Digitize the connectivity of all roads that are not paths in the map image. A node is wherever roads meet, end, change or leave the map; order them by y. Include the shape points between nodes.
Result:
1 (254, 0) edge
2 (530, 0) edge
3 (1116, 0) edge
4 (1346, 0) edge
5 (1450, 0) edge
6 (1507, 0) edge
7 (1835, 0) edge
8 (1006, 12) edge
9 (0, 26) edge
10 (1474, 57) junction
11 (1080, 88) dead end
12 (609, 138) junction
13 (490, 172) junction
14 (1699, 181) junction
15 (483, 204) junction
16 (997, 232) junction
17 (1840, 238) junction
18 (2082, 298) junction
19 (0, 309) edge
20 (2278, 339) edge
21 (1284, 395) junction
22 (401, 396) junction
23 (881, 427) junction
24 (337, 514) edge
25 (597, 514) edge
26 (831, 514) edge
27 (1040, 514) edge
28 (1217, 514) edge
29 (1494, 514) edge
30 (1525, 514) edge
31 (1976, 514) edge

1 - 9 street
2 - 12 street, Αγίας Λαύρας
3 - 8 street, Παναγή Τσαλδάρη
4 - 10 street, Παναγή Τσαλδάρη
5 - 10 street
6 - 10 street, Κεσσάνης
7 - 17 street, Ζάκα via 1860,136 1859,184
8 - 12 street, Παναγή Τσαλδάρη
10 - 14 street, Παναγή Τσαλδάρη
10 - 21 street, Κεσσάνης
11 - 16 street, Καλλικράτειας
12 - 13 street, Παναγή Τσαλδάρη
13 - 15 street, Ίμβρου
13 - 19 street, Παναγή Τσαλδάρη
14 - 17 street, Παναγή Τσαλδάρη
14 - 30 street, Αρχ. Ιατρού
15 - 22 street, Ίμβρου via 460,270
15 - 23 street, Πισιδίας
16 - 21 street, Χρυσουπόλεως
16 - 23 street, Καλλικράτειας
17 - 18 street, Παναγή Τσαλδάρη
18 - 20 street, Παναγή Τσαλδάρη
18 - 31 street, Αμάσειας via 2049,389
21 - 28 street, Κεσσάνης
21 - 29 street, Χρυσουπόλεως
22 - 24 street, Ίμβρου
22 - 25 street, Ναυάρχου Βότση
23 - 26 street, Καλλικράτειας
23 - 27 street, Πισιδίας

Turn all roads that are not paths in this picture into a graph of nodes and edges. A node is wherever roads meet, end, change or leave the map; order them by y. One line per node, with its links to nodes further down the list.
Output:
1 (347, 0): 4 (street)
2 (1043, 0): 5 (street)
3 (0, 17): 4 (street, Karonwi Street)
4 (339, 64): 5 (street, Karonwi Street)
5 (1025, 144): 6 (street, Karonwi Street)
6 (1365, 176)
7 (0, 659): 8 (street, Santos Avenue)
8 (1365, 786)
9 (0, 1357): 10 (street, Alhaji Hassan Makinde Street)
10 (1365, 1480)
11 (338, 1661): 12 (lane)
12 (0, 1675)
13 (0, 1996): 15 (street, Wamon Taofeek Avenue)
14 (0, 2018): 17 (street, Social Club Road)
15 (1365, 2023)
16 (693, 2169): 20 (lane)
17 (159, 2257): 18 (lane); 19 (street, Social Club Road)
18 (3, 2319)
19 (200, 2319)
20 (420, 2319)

● Exercise prompt
Every record above must be set down again, word for word.

● Result of the exercise
Digitize the connectivity of all roads that are not paths in the map image. A node is wherever roads meet, end, change or leave the map; order them by y. Include the shape points between nodes.
Result:
1 (254, 0) edge
2 (530, 0) edge
3 (1116, 0) edge
4 (1346, 0) edge
5 (1450, 0) edge
6 (1507, 0) edge
7 (1835, 0) edge
8 (1006, 12) edge
9 (0, 26) edge
10 (1474, 57) junction
11 (1080, 88) dead end
12 (609, 138) junction
13 (490, 172) junction
14 (1699, 181) junction
15 (483, 204) junction
16 (997, 232) junction
17 (1840, 238) junction
18 (2082, 298) junction
19 (0, 309) edge
20 (2278, 339) edge
21 (1284, 395) junction
22 (401, 396) junction
23 (881, 427) junction
24 (337, 514) edge
25 (597, 514) edge
26 (831, 514) edge
27 (1040, 514) edge
28 (1217, 514) edge
29 (1494, 514) edge
30 (1525, 514) edge
31 (1976, 514) edge

1 - 9 street
2 - 12 street, Αγίας Λαύρας
3 - 8 street, Παναγή Τσαλδάρη
4 - 10 street, Παναγή Τσαλδάρη
5 - 10 street
6 - 10 street, Κεσσάνης
7 - 17 street, Ζάκα via 1860,136 1859,184
8 - 12 street, Παναγή Τσαλδάρη
10 - 14 street, Παναγή Τσαλδάρη
10 - 21 street, Κεσσάνης
11 - 16 street, Καλλικράτειας
12 - 13 street, Παναγή Τσαλδάρη
13 - 15 street, Ίμβρου
13 - 19 street, Παναγή Τσαλδάρη
14 - 17 street, Παναγή Τσαλδάρη
14 - 30 street, Αρχ. Ιατρού
15 - 22 street, Ίμβρου via 460,270
15 - 23 street, Πισιδίας
16 - 21 street, Χρυσουπόλεως
16 - 23 street, Καλλικράτειας
17 - 18 street, Παναγή Τσαλδάρη
18 - 20 street, Παναγή Τσαλδάρη
18 - 31 street, Αμάσειας via 2049,389
21 - 28 street, Κεσσάνης
21 - 29 street, Χρυσουπόλεως
22 - 24 street, Ίμβρου
22 - 25 street, Ναυάρχου Βότση
23 - 26 street, Καλλικράτειας
23 - 27 street, Πισιδίας

Turn all roads that are not paths in this picture into a graph of nodes and edges. A node is wherever roads meet, end, change or leave the map; order them by y. One line per node, with its links to nodes further down the list.
Output:
1 (347, 0): 4 (street)
2 (1043, 0): 5 (street)
3 (0, 17): 4 (street, Karonwi Street)
4 (339, 64): 5 (street, Karonwi Street)
5 (1025, 144): 6 (street, Karonwi Street)
6 (1365, 176)
7 (0, 659): 8 (street, Santos Avenue)
8 (1365, 786)
9 (0, 1357): 10 (street, Alhaji Hassan Makinde Street)
10 (1365, 1480)
11 (338, 1661): 12 (lane)
12 (0, 1675)
13 (0, 1996): 15 (street, Wamon Taofeek Avenue)
14 (0, 2018): 17 (street, Social Club Road)
15 (1365, 2023)
16 (693, 2169): 20 (lane)
17 (159, 2257): 18 (lane); 19 (street, Social Club Road)
18 (3, 2319)
19 (200, 2319)
20 (420, 2319)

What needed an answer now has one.